A new idea emerged — the data lakehouse — combining the openness of data lakes with the performance of data warehouses.
It wasn't just an architecture. It was a revolution.
Data stopped belonging to vendors. It started belonging to you.
For the first time, teams could choose the right tools — based on innovation, cost, and skill fit — not lock-in. Vendors had to compete on merit, not monopoly.
Search Missed the Revolution
But one domain missed the revolution: search.
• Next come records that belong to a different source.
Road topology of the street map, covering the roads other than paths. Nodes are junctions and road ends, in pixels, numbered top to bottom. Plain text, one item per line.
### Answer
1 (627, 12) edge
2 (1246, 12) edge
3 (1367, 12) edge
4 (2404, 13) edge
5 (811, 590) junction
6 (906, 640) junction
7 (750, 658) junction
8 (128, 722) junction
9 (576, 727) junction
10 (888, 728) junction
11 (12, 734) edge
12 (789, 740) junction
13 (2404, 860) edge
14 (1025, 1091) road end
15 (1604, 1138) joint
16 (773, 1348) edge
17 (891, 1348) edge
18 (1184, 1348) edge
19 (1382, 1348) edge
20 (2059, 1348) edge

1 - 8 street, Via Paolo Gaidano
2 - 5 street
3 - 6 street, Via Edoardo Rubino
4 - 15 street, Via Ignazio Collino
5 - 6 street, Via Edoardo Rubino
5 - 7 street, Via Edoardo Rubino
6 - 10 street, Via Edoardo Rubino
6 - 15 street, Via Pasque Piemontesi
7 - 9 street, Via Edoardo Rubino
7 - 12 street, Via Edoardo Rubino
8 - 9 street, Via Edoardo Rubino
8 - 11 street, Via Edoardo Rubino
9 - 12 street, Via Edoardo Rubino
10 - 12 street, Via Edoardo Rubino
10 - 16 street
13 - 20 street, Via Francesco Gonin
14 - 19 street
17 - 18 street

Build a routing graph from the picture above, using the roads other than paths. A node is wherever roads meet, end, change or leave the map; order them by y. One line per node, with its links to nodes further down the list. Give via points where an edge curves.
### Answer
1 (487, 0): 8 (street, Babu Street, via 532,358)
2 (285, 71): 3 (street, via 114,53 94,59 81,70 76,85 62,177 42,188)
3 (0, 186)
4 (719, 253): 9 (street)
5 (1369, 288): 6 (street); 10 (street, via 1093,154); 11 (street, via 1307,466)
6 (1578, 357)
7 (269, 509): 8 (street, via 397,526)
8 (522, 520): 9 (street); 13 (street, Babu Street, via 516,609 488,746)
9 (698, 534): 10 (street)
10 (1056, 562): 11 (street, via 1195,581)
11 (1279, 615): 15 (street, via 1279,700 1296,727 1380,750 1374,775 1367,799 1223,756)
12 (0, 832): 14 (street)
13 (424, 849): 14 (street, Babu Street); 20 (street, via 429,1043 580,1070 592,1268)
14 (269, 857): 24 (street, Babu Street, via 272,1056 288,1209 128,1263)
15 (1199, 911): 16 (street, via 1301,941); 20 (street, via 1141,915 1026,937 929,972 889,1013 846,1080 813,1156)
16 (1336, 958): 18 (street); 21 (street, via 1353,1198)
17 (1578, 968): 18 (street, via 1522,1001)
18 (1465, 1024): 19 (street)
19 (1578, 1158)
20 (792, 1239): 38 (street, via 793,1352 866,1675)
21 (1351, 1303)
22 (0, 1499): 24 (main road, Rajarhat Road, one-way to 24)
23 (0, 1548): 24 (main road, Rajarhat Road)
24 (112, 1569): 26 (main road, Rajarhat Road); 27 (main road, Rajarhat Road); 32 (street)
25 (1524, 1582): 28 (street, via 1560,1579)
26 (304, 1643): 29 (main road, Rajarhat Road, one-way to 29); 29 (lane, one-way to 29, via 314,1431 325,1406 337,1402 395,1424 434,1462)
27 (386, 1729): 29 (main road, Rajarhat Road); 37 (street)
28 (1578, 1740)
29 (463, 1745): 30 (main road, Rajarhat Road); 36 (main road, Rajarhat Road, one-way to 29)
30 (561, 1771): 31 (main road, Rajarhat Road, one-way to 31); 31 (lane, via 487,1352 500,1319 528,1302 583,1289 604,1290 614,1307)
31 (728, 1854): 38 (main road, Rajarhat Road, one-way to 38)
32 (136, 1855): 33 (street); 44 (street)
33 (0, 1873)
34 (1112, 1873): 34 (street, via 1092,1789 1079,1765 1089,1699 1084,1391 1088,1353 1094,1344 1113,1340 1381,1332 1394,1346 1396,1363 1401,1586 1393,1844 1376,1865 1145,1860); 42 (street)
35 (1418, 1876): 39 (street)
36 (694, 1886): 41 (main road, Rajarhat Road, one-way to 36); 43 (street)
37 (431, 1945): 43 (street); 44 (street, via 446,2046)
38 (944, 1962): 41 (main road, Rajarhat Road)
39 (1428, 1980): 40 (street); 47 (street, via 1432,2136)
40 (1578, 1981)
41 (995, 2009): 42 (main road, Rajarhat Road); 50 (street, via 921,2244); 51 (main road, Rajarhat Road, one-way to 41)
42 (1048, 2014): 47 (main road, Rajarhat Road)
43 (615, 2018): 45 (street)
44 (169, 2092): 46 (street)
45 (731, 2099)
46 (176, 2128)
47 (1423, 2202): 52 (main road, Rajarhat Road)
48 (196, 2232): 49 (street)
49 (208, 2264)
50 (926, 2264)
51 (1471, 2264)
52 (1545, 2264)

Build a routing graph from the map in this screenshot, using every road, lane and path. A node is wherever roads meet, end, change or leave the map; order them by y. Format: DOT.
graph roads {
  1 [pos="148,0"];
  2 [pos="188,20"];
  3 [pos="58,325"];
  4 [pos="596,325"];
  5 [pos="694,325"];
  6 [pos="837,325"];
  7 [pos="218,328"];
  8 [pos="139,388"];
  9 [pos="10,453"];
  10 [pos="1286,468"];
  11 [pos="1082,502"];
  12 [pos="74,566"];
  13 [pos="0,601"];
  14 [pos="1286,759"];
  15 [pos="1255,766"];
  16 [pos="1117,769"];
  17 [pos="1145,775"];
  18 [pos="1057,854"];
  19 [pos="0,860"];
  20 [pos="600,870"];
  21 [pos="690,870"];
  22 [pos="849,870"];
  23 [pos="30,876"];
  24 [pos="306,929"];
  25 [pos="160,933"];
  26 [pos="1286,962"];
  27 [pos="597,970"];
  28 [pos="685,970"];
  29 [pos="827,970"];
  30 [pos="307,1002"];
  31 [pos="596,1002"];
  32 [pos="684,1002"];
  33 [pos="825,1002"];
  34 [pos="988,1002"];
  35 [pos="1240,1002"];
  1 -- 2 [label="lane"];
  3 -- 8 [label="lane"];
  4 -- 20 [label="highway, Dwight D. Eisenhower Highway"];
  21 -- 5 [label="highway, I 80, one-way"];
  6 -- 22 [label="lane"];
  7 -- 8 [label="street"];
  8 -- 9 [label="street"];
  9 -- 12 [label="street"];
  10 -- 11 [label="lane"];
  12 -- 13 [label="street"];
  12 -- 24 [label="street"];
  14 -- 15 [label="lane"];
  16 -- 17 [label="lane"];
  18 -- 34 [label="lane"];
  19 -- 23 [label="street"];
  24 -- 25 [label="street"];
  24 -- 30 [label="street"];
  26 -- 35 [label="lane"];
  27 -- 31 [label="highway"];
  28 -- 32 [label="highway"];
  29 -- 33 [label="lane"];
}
Observability and security search stacks are still dominated by closed, expensive ecosystems. You're locked into:
- Proprietary formats that only work with one vendor
- Server infrastructure that you have to manage and scale
- Licensing costs that grow with your data
- Vendor roadmaps that may not align with your needs
IndexTables: Open Search for the Lakehouse Era
IndexTables brings that same open revolution to search — with performance that rivals the biggest proprietary platforms, built entirely on open tech.
Built on Spark
IndexTables runs as a native Spark DataSource V2 — the same interface you use for Delta Lake, Iceberg, and Parquet. No separate cluster. No new infrastructure. Just add the library to your existing Spark environment.
# Write an index
df.write.format("io.indextables.spark.core.IndexTables4SparkTableProvider") \
.option("spark.indextables.indexing.typemap.content", "text") \
.save("s3://bucket/logs")
# Read and query with SQL
logs = spark.read.format("io.indextables.spark.core.IndexTables4SparkTableProvider") \
.load("s3://bucket/logs")
logs.createOrReplaceTempView("logs")
spark.sql("SELECT * FROM logs WHERE content indexquery 'error AND timeout'")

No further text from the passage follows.